[Keypoint coordinate data]
____

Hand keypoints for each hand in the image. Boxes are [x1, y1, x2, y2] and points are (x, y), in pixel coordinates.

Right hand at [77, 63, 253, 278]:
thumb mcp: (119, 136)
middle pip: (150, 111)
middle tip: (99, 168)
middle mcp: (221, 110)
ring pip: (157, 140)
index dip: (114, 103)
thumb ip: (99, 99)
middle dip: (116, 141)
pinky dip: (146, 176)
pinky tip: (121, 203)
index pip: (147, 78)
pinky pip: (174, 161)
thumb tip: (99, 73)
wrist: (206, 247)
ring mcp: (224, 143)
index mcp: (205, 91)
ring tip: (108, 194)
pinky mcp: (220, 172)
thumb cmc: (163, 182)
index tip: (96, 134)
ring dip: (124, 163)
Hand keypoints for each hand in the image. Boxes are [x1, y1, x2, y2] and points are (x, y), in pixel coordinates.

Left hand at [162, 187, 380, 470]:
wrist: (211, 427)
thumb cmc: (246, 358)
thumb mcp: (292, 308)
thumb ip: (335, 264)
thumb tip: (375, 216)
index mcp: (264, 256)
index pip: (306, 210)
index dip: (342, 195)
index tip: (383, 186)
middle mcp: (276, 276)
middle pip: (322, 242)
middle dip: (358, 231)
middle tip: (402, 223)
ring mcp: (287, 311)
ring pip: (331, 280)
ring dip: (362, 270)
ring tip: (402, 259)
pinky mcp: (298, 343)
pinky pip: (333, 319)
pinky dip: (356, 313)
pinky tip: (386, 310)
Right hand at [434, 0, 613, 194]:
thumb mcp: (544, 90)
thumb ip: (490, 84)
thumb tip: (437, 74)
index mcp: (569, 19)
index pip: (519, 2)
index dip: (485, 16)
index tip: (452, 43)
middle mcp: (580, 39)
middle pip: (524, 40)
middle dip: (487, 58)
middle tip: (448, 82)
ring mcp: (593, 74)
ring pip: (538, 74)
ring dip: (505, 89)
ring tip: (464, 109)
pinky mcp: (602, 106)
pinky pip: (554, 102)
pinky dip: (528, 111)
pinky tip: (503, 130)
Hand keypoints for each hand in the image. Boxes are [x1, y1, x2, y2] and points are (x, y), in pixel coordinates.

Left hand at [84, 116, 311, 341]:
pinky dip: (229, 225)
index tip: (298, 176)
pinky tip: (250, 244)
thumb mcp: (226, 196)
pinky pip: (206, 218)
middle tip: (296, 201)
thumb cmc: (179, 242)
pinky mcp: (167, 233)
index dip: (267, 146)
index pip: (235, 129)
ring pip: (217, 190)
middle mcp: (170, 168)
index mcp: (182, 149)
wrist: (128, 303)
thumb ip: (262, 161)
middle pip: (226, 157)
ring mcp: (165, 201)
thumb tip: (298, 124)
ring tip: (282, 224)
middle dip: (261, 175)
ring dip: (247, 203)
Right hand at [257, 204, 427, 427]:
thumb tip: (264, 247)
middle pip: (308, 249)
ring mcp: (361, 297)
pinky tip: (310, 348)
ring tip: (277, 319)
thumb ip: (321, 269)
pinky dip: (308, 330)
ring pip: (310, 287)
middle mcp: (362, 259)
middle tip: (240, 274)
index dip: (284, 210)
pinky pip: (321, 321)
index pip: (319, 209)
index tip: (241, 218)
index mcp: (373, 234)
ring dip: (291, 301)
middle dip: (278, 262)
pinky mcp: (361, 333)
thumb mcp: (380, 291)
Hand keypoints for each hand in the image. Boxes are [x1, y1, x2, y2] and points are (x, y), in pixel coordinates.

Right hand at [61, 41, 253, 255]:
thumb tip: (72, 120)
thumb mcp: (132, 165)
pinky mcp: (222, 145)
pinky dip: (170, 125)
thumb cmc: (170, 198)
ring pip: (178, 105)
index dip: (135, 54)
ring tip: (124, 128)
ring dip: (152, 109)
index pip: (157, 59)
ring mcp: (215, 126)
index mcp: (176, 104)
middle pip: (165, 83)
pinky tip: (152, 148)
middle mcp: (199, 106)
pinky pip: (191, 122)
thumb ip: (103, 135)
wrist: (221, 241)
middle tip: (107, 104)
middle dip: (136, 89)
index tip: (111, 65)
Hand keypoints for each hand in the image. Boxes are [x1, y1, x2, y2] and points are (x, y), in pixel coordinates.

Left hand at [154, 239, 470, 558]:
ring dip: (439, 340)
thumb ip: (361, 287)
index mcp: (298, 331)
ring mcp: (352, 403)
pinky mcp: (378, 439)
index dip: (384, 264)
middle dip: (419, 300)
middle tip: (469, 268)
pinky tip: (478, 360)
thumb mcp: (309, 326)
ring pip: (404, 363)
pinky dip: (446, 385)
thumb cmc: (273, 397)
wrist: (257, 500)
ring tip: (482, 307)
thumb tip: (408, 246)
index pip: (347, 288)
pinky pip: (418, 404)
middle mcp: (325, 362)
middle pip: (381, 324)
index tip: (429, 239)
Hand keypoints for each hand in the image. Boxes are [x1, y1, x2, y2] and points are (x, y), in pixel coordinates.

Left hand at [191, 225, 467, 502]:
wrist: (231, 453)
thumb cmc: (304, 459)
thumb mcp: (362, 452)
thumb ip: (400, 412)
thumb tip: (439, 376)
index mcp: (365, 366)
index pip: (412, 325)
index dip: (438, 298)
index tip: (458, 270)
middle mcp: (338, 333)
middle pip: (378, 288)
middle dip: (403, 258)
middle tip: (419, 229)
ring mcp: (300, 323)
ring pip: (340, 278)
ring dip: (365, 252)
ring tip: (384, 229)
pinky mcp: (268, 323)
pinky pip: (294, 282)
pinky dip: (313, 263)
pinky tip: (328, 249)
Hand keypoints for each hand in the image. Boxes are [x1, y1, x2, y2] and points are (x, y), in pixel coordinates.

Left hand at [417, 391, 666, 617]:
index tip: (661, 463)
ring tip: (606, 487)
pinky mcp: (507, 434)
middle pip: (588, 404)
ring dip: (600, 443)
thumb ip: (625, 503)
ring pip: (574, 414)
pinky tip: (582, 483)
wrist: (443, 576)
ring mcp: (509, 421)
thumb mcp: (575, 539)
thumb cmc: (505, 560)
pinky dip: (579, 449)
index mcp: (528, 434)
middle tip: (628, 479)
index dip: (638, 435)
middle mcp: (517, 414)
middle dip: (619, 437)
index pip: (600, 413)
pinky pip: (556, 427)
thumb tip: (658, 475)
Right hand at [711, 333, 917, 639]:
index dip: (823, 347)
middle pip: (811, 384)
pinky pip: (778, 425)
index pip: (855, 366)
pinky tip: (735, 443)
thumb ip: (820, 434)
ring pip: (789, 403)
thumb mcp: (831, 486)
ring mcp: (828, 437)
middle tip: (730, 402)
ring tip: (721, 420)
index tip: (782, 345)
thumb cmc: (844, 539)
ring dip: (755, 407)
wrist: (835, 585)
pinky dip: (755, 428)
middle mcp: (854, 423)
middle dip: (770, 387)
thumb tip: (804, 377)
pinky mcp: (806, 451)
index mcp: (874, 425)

____

> [YOUR INSTRUCTIONS] Faithfully copy every entry, leaving nothing out.

> [REPLY]
Hand keypoints for each hand in the image. Boxes are [x1, y1, x2, y2] and points are (x, y), in pixel coordinates.

Right hand at [77, 63, 253, 278]:
thumb mcp: (119, 136)
middle pip: (150, 111)
middle tip: (99, 168)
middle mcp: (221, 110)
ring pip: (157, 140)
index dip: (114, 103)
thumb ip: (99, 99)
middle dip: (116, 141)
pinky dip: (146, 176)
pinky tip: (121, 203)
index pip: (147, 78)
pinky pip: (174, 161)
thumb tip: (99, 73)
wrist: (206, 247)
ring mcp: (224, 143)
index mcp: (205, 91)
ring tip: (108, 194)
pinky mcp: (220, 172)
thumb cmc: (163, 182)
index tip: (96, 134)
ring dip: (124, 163)
Hand keypoints for each hand in the image. Boxes are [x1, y1, x2, y2] and points are (x, y), in pixel coordinates.

Left hand at [162, 187, 380, 470]:
wrist: (211, 427)
thumb cmc: (246, 358)
thumb mcp: (292, 308)
thumb ip: (335, 264)
thumb tip: (375, 216)
index mcp: (264, 256)
index pip: (306, 210)
index dip: (342, 195)
index tip: (383, 186)
middle mcp: (276, 276)
middle pip: (322, 242)
middle dip: (358, 231)
middle tip: (402, 223)
ring mcp: (287, 311)
ring pip: (331, 280)
ring dip: (362, 270)
ring tip: (402, 259)
pinky mcp: (298, 343)
pinky pip: (333, 319)
pinky dip: (356, 313)
pinky tip: (386, 310)
Right hand at [434, 0, 613, 194]:
thumb mcp: (544, 90)
thumb ip: (490, 84)
thumb tip: (437, 74)
index mcp: (569, 19)
index pip: (519, 2)
index dip: (485, 16)
index tip: (452, 43)
middle mcp: (580, 39)
middle pip: (524, 40)
middle dip: (487, 58)
middle tip: (448, 82)
ring mcp: (593, 74)
ring pip: (538, 74)
ring dip: (505, 89)
ring tip: (464, 109)
pinky mcp: (602, 106)
pinky pip: (554, 102)
pinky dip: (528, 111)
pinky tip: (503, 130)
Hand keypoints for each hand in the image. Boxes are [x1, y1, x2, y2] and points are (x, y), in pixel coordinates.

Left hand at [84, 116, 311, 341]:
pinky dip: (229, 225)
index tip: (298, 176)
pinky tip: (250, 244)
thumb mcp: (226, 196)
pinky pip: (206, 218)
middle tip: (296, 201)
thumb cmc: (179, 242)
pinky mcp: (167, 233)
index dip: (267, 146)
index pip: (235, 129)
ring pip: (217, 190)
middle mcp: (170, 168)
index mcp: (182, 149)
wrist: (128, 303)
thumb ip: (262, 161)
middle pip: (226, 157)
ring mcp: (165, 201)
thumb tip: (298, 124)
ring tip: (282, 224)
middle dip: (261, 175)
ring dip: (247, 203)
Right hand at [257, 204, 427, 427]:
thumb tip: (264, 247)
middle pip: (308, 249)
ring mcp: (361, 297)
pinky tip: (310, 348)
ring tip: (277, 319)
thumb ip: (321, 269)
pinky dip: (308, 330)
ring pip: (310, 287)
middle mcp: (362, 259)
middle tip: (240, 274)
index dip: (284, 210)
pinky pip: (321, 321)
index pip: (319, 209)
index tip: (241, 218)
index mcp: (373, 234)
ring dip: (291, 301)
middle dip: (278, 262)
pinky mcp: (361, 333)
thumb mcp: (380, 291)
Hand keypoints for each hand in the image. Boxes are [x1, y1, x2, y2] and points are (x, y), in pixel coordinates.

Right hand at [61, 41, 253, 255]:
thumb tip: (72, 120)
thumb mcp: (132, 165)
pinky mcp: (222, 145)
pinky dip: (170, 125)
thumb cmc: (170, 198)
ring pip: (178, 105)
index dip: (135, 54)
ring tip: (124, 128)
ring dip: (152, 109)
index pip: (157, 59)
ring mcp: (215, 126)
index mcp: (176, 104)
middle pip: (165, 83)
pinky tip: (152, 148)
middle mcp: (199, 106)
pinky pip: (191, 122)
thumb ip: (103, 135)
wrist: (221, 241)
middle tip: (107, 104)
middle dip: (136, 89)
index tip: (111, 65)
Hand keypoints for each hand in the image. Boxes are [x1, y1, x2, y2] and points are (x, y), in pixel coordinates.

Left hand at [154, 239, 470, 558]:
ring dip: (439, 340)
thumb ip: (361, 287)
index mcp: (298, 331)
ring mcp: (352, 403)
pinky mcp: (378, 439)
index dip: (384, 264)
middle dip: (419, 300)
middle tip: (469, 268)
pinky tip: (478, 360)
thumb mcp: (309, 326)
ring pip: (404, 363)
pinky dip: (446, 385)
thumb cmc: (273, 397)
wrist: (257, 500)
ring tip: (482, 307)
thumb tip: (408, 246)
index pip: (347, 288)
pinky pip: (418, 404)
middle mcp: (325, 362)
middle pip: (381, 324)
index tip: (429, 239)
Hand keypoints for each hand in the image. Boxes are [x1, y1, x2, y2] and points are (x, y), in pixel coordinates.

Left hand at [191, 225, 467, 502]:
wrist: (231, 453)
thumb cmc: (304, 459)
thumb mcp: (362, 452)
thumb ip: (400, 412)
thumb tip: (439, 376)
index mcp: (365, 366)
index pip: (412, 325)
index dip: (438, 298)
index tip: (458, 270)
middle mcp: (338, 333)
middle pip: (378, 288)
middle dip: (403, 258)
middle tip: (419, 229)
ring mcp: (300, 323)
ring pip: (340, 278)
ring dip: (365, 252)
ring tip: (384, 229)
pinky mcp: (268, 323)
pinky pip: (294, 282)
pinky dip: (313, 263)
pinky tip: (328, 249)
Hand keypoints for each hand in the image. Boxes are [x1, y1, x2, y2] and points are (x, y), in pixel coordinates.

Left hand at [417, 391, 666, 617]:
index tip: (661, 463)
ring tip: (606, 487)
pinky mcp: (507, 434)
middle pip: (588, 404)
ring dip: (600, 443)
thumb ip: (625, 503)
ring pip: (574, 414)
pinky tip: (582, 483)
wrist: (443, 576)
ring mcp: (509, 421)
thumb mcp: (575, 539)
thumb cmc: (505, 560)
pinky dip: (579, 449)
index mcp: (528, 434)
middle tip: (628, 479)
index dip: (638, 435)
middle mcp: (517, 414)
middle dip: (619, 437)
index pip: (600, 413)
pinky pip: (556, 427)
thumb tip: (658, 475)
Right hand at [711, 333, 917, 639]:
index dip: (823, 347)
middle pip: (811, 384)
pinky pip: (778, 425)
index pip: (855, 366)
pinky tip: (735, 443)
thumb ip: (820, 434)
ring pip: (789, 403)
thumb mcp: (831, 486)
ring mcp: (828, 437)
middle tip: (730, 402)
ring tip: (721, 420)
index tip: (782, 345)
thumb cmc: (844, 539)
ring dip: (755, 407)
wrist: (835, 585)
pinky dip: (755, 428)
middle mcp: (854, 423)
middle dip: (770, 387)
thumb tip: (804, 377)
pinky mcp: (806, 451)
index mcp: (874, 425)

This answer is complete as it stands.